Balanescu Quartet is an avant-garde string ensemble formed in 1987. Current members are Alexander Bălănescu (violin), James Shenton (violin), Helen Kamminga (viola) and Nick Holland (cello).

Group history  
The Balanescu Quartet is a contemporary music ensemble formed in 1987. Its guiding force has been the Romanian virtuoso violinist and composer Alexander Balanescu, who has led the quartet across musical frontiers into new uncharted territory.

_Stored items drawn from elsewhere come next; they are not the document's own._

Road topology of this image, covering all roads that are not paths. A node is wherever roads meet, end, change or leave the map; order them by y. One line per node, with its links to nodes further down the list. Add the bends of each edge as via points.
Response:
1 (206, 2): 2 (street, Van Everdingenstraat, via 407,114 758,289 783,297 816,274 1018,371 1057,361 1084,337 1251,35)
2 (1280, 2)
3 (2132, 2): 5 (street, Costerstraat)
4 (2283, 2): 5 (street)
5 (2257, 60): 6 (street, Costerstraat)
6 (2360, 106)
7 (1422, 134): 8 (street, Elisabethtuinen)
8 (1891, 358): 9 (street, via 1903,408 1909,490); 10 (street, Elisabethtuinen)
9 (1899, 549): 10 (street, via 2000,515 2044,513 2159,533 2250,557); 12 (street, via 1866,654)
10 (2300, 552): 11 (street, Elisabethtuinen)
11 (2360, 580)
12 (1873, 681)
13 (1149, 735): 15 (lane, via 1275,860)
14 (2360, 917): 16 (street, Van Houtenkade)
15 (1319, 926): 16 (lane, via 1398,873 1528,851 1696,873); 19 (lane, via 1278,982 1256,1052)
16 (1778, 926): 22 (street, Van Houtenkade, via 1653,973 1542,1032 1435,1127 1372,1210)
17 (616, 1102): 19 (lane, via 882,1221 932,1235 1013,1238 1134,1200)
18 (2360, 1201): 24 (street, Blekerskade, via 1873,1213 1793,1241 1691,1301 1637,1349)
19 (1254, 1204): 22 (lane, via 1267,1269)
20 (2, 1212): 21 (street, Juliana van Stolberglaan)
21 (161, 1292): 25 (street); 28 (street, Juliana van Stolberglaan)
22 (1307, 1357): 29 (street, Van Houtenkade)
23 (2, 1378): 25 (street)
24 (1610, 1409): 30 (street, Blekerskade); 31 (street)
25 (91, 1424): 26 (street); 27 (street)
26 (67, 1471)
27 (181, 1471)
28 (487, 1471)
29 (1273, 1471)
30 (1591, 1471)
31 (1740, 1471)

This search to push the limits of the string quartet, has revealed an ensemble nearer to a band rather than a classical group, and reflects Balanescu's passionate belief in the intercommunication and fluidity between different musical fields.

From its roots as collaborators with composers such as Michael Nyman and Gavin Bryars, through projects with Lounge Lizard John Lurie, Jack de Johnette, Ornette Coleman, David Byrne, the Pet Shop Boys, Spiritualized, Kate Bush and Kraftwerk, they have developed their own unique writing and performing style setting them apart from any other string quartet. Their live performances are notable for their sheer energy and dynamism. They have played in locations as wildly contrasting as London's South Bank Centre and New York's Knitting Factory - they even opened to 10000 Pet Shop Boys fans at Wembley Arena, and are constantly looking for venues in which to present their music in a new context. They performed the current version of University Challenges title music (since 2000) on BBC2 in the UK.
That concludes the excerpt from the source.